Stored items
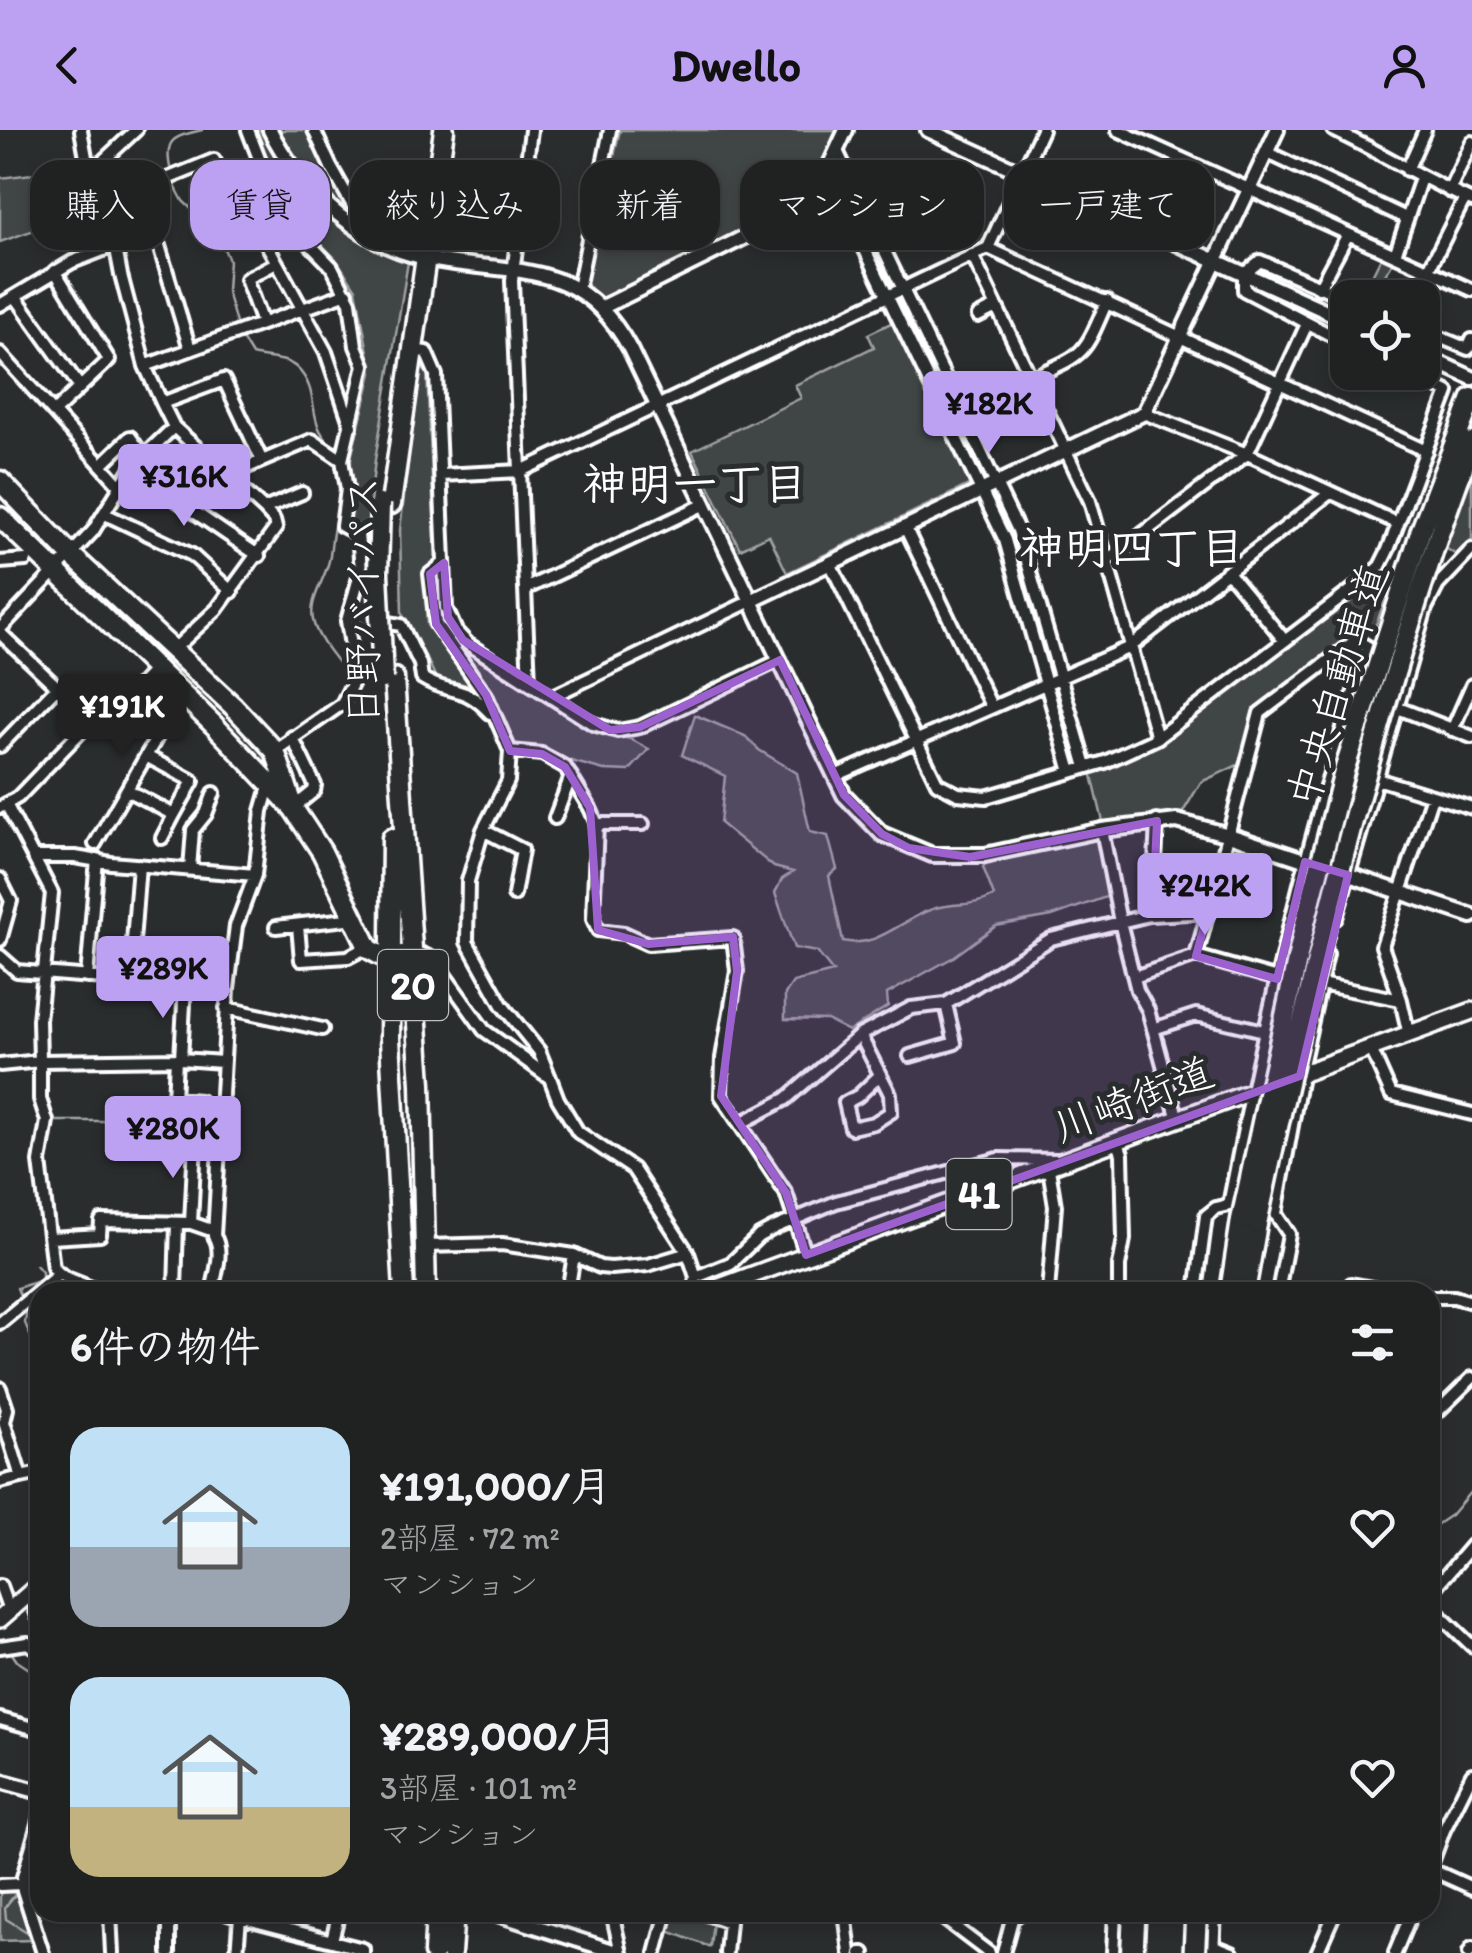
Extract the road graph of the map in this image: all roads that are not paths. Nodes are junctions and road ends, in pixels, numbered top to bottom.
1 (81, 130) edge
2 (136, 130) edge
3 (248, 130) edge
4 (270, 130) edge
5 (314, 130) edge
6 (432, 130) edge
7 (444, 130) edge
8 (531, 130) edge
9 (610, 130) edge
10 (846, 130) edge
11 (928, 130) edge
12 (1042, 130) edge
13 (1118, 130) edge
14 (1276, 130) edge
15 (1333, 130) edge
16 (1426, 130) edge
17 (1354, 134) edge
18 (1144, 135) edge
19 (1472, 142) edge
20 (837, 151) junction
21 (1266, 152) junction
22 (86, 160) edge
23 (106, 160) edge
24 (833, 160) edge
25 (1028, 160) edge
26 (1004, 165) edge
27 (1407, 170) junction
28 (170, 177) edge
29 (1421, 178) junction
30 (1249, 189) junction
31 (1449, 191) junction
32 (1469, 199) edge
33 (350, 200) edge
34 (1004, 213) edge
35 (1406, 218) junction
36 (350, 219) edge
37 (1348, 234) junction
38 (740, 241) edge
39 (988, 248) junction
40 (104, 250) edge
41 (117, 250) edge
42 (160, 250) edge
43 (405, 250) edge
44 (866, 250) edge
45 (1193, 250) edge
46 (972, 255) junction
47 (1395, 255) junction
48 (419, 256) junction
49 (1215, 260) junction
50 (276, 263) junction
51 (512, 269) junction
52 (1428, 270) junction
53 (55, 271) junction
54 (1244, 274) junction
55 (1421, 280) edge
56 (902, 288) junction
57 (1319, 288) junction
58 (578, 289) junction
59 (1472, 290) edge
60 (1330, 292) edge
61 (348, 293) junction
62 (888, 295) junction
63 (15, 296) junction
64 (1107, 301) junction
65 (0, 305) edge
66 (603, 308) junction
67 (996, 308) junction
68 (300, 309) junction
69 (1330, 313) edge
70 (978, 316) dead end
71 (262, 322) junction
72 (1307, 324) junction
73 (1180, 335) junction
74 (1330, 335) edge
75 (1440, 337) edge
76 (1472, 340) edge
77 (190, 349) junction
78 (412, 350) junction
79 (0, 354) edge
80 (1440, 363) edge
81 (146, 366) junction
82 (1031, 378) junction
83 (1472, 378) edge
84 (1281, 382) junction
85 (80, 387) junction
86 (1440, 388) edge
87 (1471, 400) edge
88 (162, 404) junction
89 (658, 406) junction
90 (54, 412) junction
91 (1144, 413) junction
92 (174, 427) junction
93 (351, 427) junction
94 (1472, 442) edge
95 (1065, 449) junction
96 (1426, 451) junction
97 (1247, 454) junction
98 (144, 455) junction
99 (205, 458) junction
100 (342, 460) junction
101 (262, 461) junction
102 (101, 464) junction
103 (520, 472) junction
104 (441, 475) junction
105 (226, 476) junction
106 (0, 481) edge
107 (998, 484) junction
108 (121, 487) junction
109 (983, 490) junction
110 (1330, 492) junction
111 (302, 494) dead end
112 (385, 504) junction
113 (704, 504) junction
114 (264, 509) junction
115 (105, 514) junction
116 (0, 517) edge
117 (1398, 524) junction
118 (905, 527) junction
119 (1430, 534) junction
120 (1472, 549) edge
121 (70, 554) junction
122 (259, 556) junction
123 (26, 560) dead end
124 (0, 562) edge
125 (1107, 562) junction
126 (830, 563) junction
127 (444, 564) junction
128 (1227, 571) junction
129 (54, 572) junction
130 (525, 590) junction
131 (232, 592) junction
132 (751, 601) junction
133 (350, 609) junction
134 (0, 631) edge
135 (1285, 641) junction
136 (1130, 647) junction
137 (172, 651) junction
138 (780, 660) junction
139 (155, 669) junction
140 (1061, 676) junction
141 (389, 678) junction
142 (1046, 682) junction
143 (530, 683) junction
144 (1472, 685) edge
145 (57, 687) junction
146 (182, 694) junction
147 (1353, 694) junction
148 (551, 697) junction
149 (1397, 705) junction
150 (991, 706) junction
151 (92, 720) junction
152 (497, 721) junction
153 (1452, 730) junction
154 (292, 737) junction
155 (1472, 737) edge
156 (914, 738) junction
157 (1157, 738) junction
158 (0, 746) edge
159 (510, 751) junction
160 (275, 752) junction
161 (146, 756) junction
162 (1086, 768) junction
163 (1071, 772) junction
164 (571, 776) junction
165 (834, 776) junction
166 (1377, 779) junction
167 (272, 787) junction
168 (127, 790) junction
169 (214, 793) dead end
170 (1432, 796) junction
171 (3, 806) edge
172 (293, 808) junction
173 (1472, 808) edge
174 (174, 815) junction
175 (555, 818) dead end
176 (1156, 821) junction
177 (597, 824) junction
178 (643, 824) dead end
179 (483, 830) junction
180 (1102, 830) junction
181 (1229, 834) junction
182 (162, 838) dead end
183 (95, 844) dead end
184 (33, 857) junction
185 (97, 859) junction
186 (1305, 862) junction
187 (139, 865) junction
188 (190, 869) junction
189 (255, 875) junction
190 (1348, 875) junction
191 (0, 879) edge
192 (1402, 892) junction
193 (514, 895) dead end
194 (1208, 912) junction
195 (1173, 914) junction
196 (1472, 916) edge
197 (355, 918) junction
198 (1120, 922) junction
199 (298, 926) junction
200 (276, 927) dead end
201 (0, 940) edge
202 (367, 947) junction
203 (411, 955) junction
204 (0, 956) edge
205 (391, 956) junction
206 (1196, 956) junction
207 (44, 974) junction
208 (1134, 976) junction
209 (87, 977) junction
210 (1277, 979) junction
211 (130, 980) junction
212 (1320, 984) junction
213 (186, 985) junction
214 (228, 988) junction
215 (1402, 1000) junction
216 (946, 1004) junction
217 (226, 1008) junction
218 (1472, 1011) edge
219 (322, 1029) dead end
220 (1152, 1029) junction
221 (1264, 1031) junction
222 (1409, 1034) junction
223 (860, 1035) junction
224 (1370, 1049) junction
225 (910, 1056) dead end
226 (178, 1059) junction
227 (40, 1061) junction
228 (222, 1062) junction
229 (0, 1064) edge
230 (880, 1075) junction
231 (1300, 1076) junction
232 (550, 1078) junction
233 (1250, 1092) junction
234 (200, 1100) dead end
235 (1472, 1114) edge
236 (1178, 1120) junction
237 (741, 1124) junction
238 (1118, 1143) junction
239 (181, 1150) dead end
240 (1068, 1160) junction
241 (1049, 1169) junction
242 (1228, 1205) junction
243 (1275, 1213) junction
244 (796, 1219) junction
245 (1249, 1222) junction
246 (191, 1223) junction
247 (177, 1224) junction
248 (214, 1231) junction
249 (51, 1238) junction
250 (425, 1246) junction
251 (688, 1253) junction
252 (574, 1255) junction
253 (806, 1255) junction
254 (61, 1276) junction
255 (696, 1277) junction
256 (53, 1282) edge
257 (65, 1282) edge
258 (76, 1282) edge
259 (175, 1282) edge
260 (214, 1282) edge
261 (403, 1282) edge
262 (426, 1282) edge
263 (570, 1282) edge
264 (695, 1282) edge
265 (733, 1282) edge
266 (1049, 1282) edge
267 (1119, 1282) edge
268 (1197, 1282) edge
269 (1233, 1282) edge
270 (1246, 1282) edge
271 (1280, 1282) edge
272 (1440, 1297) edge
273 (30, 1300) edge
274 (1472, 1302) edge
275 (0, 1323) edge
276 (1472, 1378) edge
277 (0, 1388) edge
278 (1440, 1409) edge
279 (30, 1475) edge
280 (21, 1477) junction
281 (0, 1482) edge
282 (1472, 1545) edge
283 (1440, 1582) edge
284 (0, 1586) edge
285 (30, 1593) edge
286 (5, 1615) edge
287 (1440, 1616) edge
288 (30, 1644) edge
289 (1472, 1646) edge
290 (0, 1648) edge
291 (0, 1719) edge
292 (30, 1727) edge
293 (0, 1781) edge
294 (1470, 1781) edge
295 (30, 1789) edge
296 (1440, 1847) edge
297 (30, 1852) edge
298 (1440, 1874) edge
299 (21, 1884) junction
300 (30, 1884) edge
301 (0, 1886) edge
302 (1472, 1888) edge
303 (30, 1912) edge
304 (33, 1922) edge
305 (110, 1922) edge
306 (169, 1922) edge
307 (239, 1922) edge
308 (260, 1922) edge
309 (336, 1922) edge
310 (436, 1922) edge
311 (453, 1922) edge
312 (522, 1922) edge
313 (614, 1922) edge
314 (664, 1922) edge
315 (728, 1922) edge
316 (846, 1922) edge
317 (948, 1922) edge
318 (1011, 1922) edge
319 (1115, 1922) edge
320 (1157, 1922) edge
321 (1174, 1922) edge
322 (1215, 1922) edge
323 (1331, 1922) edge
324 (1408, 1922) edge
325 (332, 1940) junction
326 (1214, 1950) edge
327 (1004, 1952) edge
328 (43, 1953) edge
329 (112, 1953) edge
330 (169, 1953) edge
331 (236, 1953) edge
332 (363, 1953) edge
333 (434, 1953) edge
334 (451, 1953) edge
335 (620, 1953) edge
336 (656, 1953) edge
337 (726, 1953) edge
338 (850, 1953) edge
339 (989, 1953) edge
340 (1113, 1953) edge
341 (1155, 1953) edge
342 (1172, 1953) edge
343 (1232, 1953) edge
344 (1317, 1953) edge
345 (1395, 1953) edge

1 - 22 street
2 - 23 street
3 - 61 street
4 - 36 street
5 - 33 street
6 - 48 highway, 日野バイパス / 20
7 - 48 highway, 日野バイパス / 20
8 - 51 street
9 - 58 street
10 - 20 street
11 - 26 street
12 - 25 street
13 - 18 street
14 - 21 street
15 - 17 street
16 - 27 street
17 - 27 street
18 - 30 street
19 - 31 street
20 - 24 street
20 - 56 street
21 - 30 street
21 - 35 street
27 - 29 street
28 - 50 street
29 - 31 street
29 - 35 street
30 - 37 street
30 - 49 street
31 - 32 street
32 - 52 street
34 - 39 street
35 - 47 street
37 - 47 street
37 - 57 street
38 - 66 street
39 - 46 street
39 - 64 street
40 - 53 street
41 - 81 street
42 - 77 street
43 - 48 street
44 - 62 street
45 - 49 street
46 - 56 street
46 - 67 street
47 - 52 street
48 - 51 street
48 - 78 highway, 日野バイパス / 20
48 - 112 highway, 日野バイパス / 20
49 - 54 street
49 - 73 street
50 - 68 street
50 - 71 street
51 - 58 street
51 - 103 street
52 - 55 street
52 - 59 street
53 - 63 street
53 - 85 street
54 - 57 street
54 - 69 street
54 - 72 street
56 - 62 street
56 - 107 street
57 - 60 street
58 - 66 street
61 - 68 street
61 - 93 street
62 - 89 street
62 - 109 street
63 - 65 street
63 - 85 street
64 - 73 street
64 - 82 street
66 - 89 street
67 - 70 street
67 - 82 street
68 - 71 street
68 - 93 street
71 - 77 street
72 - 74 street
72 - 84 street
73 - 84 street
73 - 91 street
75 - 76 street
77 - 81 street
78 - 104 street
78 - 112 highway, 日野バイパス / 20
79 - 90 street
80 - 83 street
81 - 88 street
82 - 95 street
84 - 96 street
84 - 97 street
85 - 90 street
86 - 96 street
87 - 119 highway, 中央自動車道
88 - 92 street
88 - 101 street
89 - 103 street
89 - 113 street
90 - 102 street
91 - 95 street
91 - 97 street
92 - 98 street
92 - 99 street
93 - 100 street
94 - 119 highway, 中央自動車道
95 - 107 street
95 - 125 street
96 - 117 street
97 - 110 street
97 - 125 street
98 - 102 street
98 - 108 street
99 - 105 street
99 - 122 street
100 - 101 street
100 - 133 street
101 - 105 street
102 - 108 street
103 - 104 street
103 - 130 street
104 - 127 street
105 - 114 street
106 - 121 highway, 20
107 - 109 street
107 - 140 street
108 - 115 street
109 - 118 street
109 - 142 street
110 - 117 street
110 - 128 street
111 - 114 street
112 - 141 highway, 日野バイパス / 20
113 - 130 street
113 - 132 street
114 - 122 street
115 - 121 street
115 - 131 street
116 - 129 highway, 20
117 - 135 street
118 - 126 street
118 - 150 street
119 - 245 highway, 中央自動車道, bridge
120 - 149 street
121 - 129 street
121 - 137 highway, 20
122 - 131 street
123 - 124 street
125 - 136 street
126 - 132 street
126 - 156 street
127 - 143 street
127 - 152 street
128 - 135 street
128 - 136 street
129 - 134 street
129 - 139 highway, 20
130 - 143 street
131 - 137 street
132 - 138 street
132 - 148 street
133 - 152 street
133 - 154 street
134 - 145 street
135 - 157 street
136 - 140 street
136 - 157 street
137 - 160 highway, 20
138 - 148 street
138 - 165 street
139 - 146 highway, 20
139 - 151 street
140 - 142 street
140 - 162 street
141 - 203 highway, 日野バイパス / 20
141 - 205 highway, 日野バイパス / 20
142 - 150 street
142 - 163 street
143 - 148 street
144 - 153 street
145 - 151 street
145 - 158 street
146 - 161 street
146 - 167 highway, 20
147 - 149 street
147 - 181 street
147 - 186 street
149 - 153 street
149 - 166 street
150 - 156 street
151 - 171 street
152 - 159 street
153 - 155 street
154 - 160 street
154 - 172 street
156 - 163 street
156 - 165 street
157 - 162 street
159 - 164 street
159 - 179 street
160 - 172 highway, 20
161 - 168 street
161 - 174 street
162 - 163 street
164 - 175 street
164 - 177 street
165 - 180 street
166 - 170 street
166 - 190 street
167 - 172 highway, 20
167 - 189 street
168 - 174 street
168 - 183 street
169 - 188 street
170 - 173 street
170 - 192 street
171 - 184 street
172 - 197 highway, 20
174 - 182 street
176 - 180 street
176 - 181 street
176 - 195 street
177 - 178 street
177 - 237 street
179 - 193 street
179 - 232 street
180 - 198 street
181 - 186 street
181 - 194 street
184 - 185 street
184 - 207 street
185 - 187 street
185 - 209 street
186 - 190 street
186 - 210 street
187 - 188 street
187 - 211 street
188 - 189 street
189 - 214 street
190 - 192 street
190 - 212 street
191 - 201 street
192 - 196 street
192 - 215 street
194 - 195 street
194 - 206 street
195 - 198 street
197 - 199 street
197 - 202 highway, 20
198 - 208 street
198 - 216 street
199 - 200 street
199 - 202 street
202 - 205 highway, 20
203 - 205 highway, 20
203 - 232 street
203 - 250 highway, 日野バイパス / 20
204 - 207 street
205 - 261 highway, 日野バイパス / 20
206 - 208 street
206 - 210 street
207 - 209 street
207 - 227 street
208 - 220 street
209 - 211 street
210 - 221 street
211 - 213 street
212 - 215 street
212 - 231 street
213 - 214 street
213 - 226 street
214 - 217 street
215 - 222 street
216 - 223 street
216 - 225 street
217 - 219 street
217 - 228 street
218 - 222 main road, 川崎街道 / 41
220 - 221 street
220 - 236 street
221 - 233 street
222 - 224 main road, 川崎街道 / 41
223 - 230 street
223 - 237 street
224 - 231 main road, 川崎街道 / 41
224 - 235 street
226 - 227 street
226 - 228 street
226 - 234 street
227 - 229 street
227 - 249 street
228 - 248 street
230 - 230 street
231 - 233 main road, 川崎街道 / 41
231 - 243 street
232 - 251 street
233 - 236 main road, 川崎街道 / 41
233 - 242 street
236 - 238 main road, 川崎街道 / 41
237 - 244 street
238 - 240 main road, 川崎街道 / 41
238 - 267 street
239 - 246 street
240 - 241 main road, 川崎街道 / 41
240 - 244 street
241 - 253 main road, 川崎街道 / 41
241 - 266 street
242 - 243 street
242 - 268 street
243 - 271 street
244 - 253 street
244 - 255 street
245 - 269 highway, 中央自動車道
245 - 270 highway, 中央自動車道
246 - 247 street
246 - 248 street
247 - 249 street
247 - 259 street
248 - 260 street
249 - 254 street
250 - 252 street
250 - 262 highway, 日野バイパス / 20
251 - 252 street
251 - 255 street
252 - 263 street
253 - 265 main road, 川崎街道 / 41
254 - 256 street
254 - 257 street
254 - 258 street
255 - 264 street
272 - 274 street
273 - 275 street
276 - 278 street
277 - 280 street
279 - 280 street
280 - 281 street
282 - 283 street
284 - 286 street
285 - 286 main road
287 - 289 street
288 - 290 street
291 - 292 street
293 - 295 street
294 - 296 street
297 - 299 street
298 - 302 street
299 - 300 street
299 - 301 street
299 - 303 street
304 - 328 street
305 - 329 street
306 - 330 street
307 - 331 street
308 - 325 street
309 - 325 street
310 - 333 highway
311 - 334 highway
312 - 335 street
313 - 335 street
314 - 336 street
315 - 337 street
316 - 338 street
317 - 339 street
318 - 327 street
319 - 340 street
320 - 341 highway
321 - 342 highway
322 - 326 street
323 - 344 street
324 - 345 street
325 - 332 street
326 - 343 street

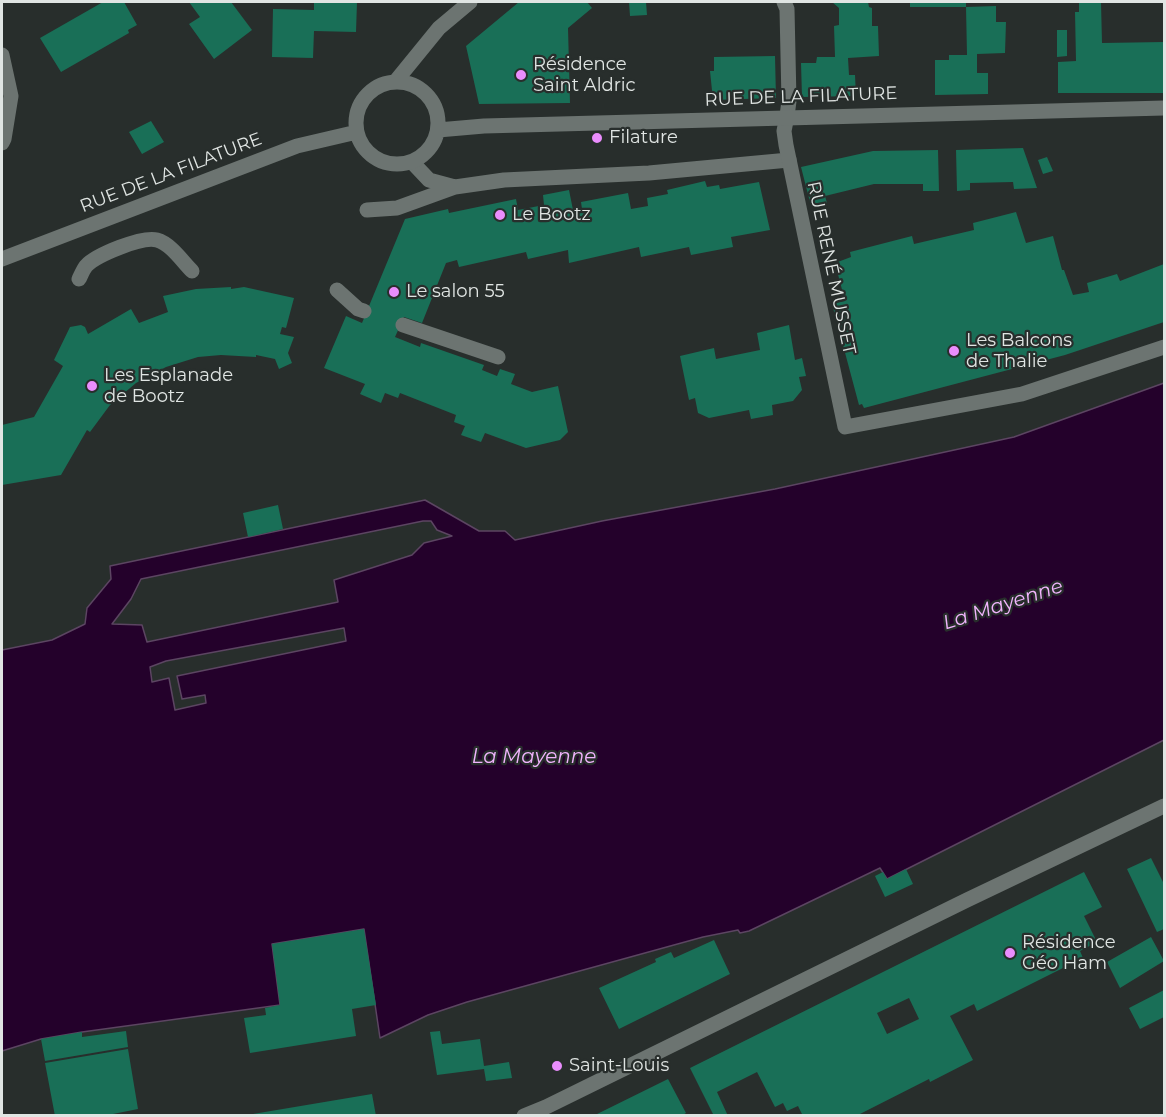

:: Instructions for the task ::
Wherever a line in the data above holds the word "日野バイパス", copy that line.

:: Result ::
6 - 48 highway, 日野バイパス / 20
7 - 48 highway, 日野バイパス / 20
48 - 78 highway, 日野バイパス / 20
48 - 112 highway, 日野バイパス / 20
78 - 112 highway, 日野バイパス / 20
112 - 141 highway, 日野バイパス / 20
141 - 203 highway, 日野バイパス / 20
141 - 205 highway, 日野バイパス / 20
203 - 250 highway, 日野バイパス / 20
205 - 261 highway, 日野バイパス / 20
250 - 262 highway, 日野バイパス / 20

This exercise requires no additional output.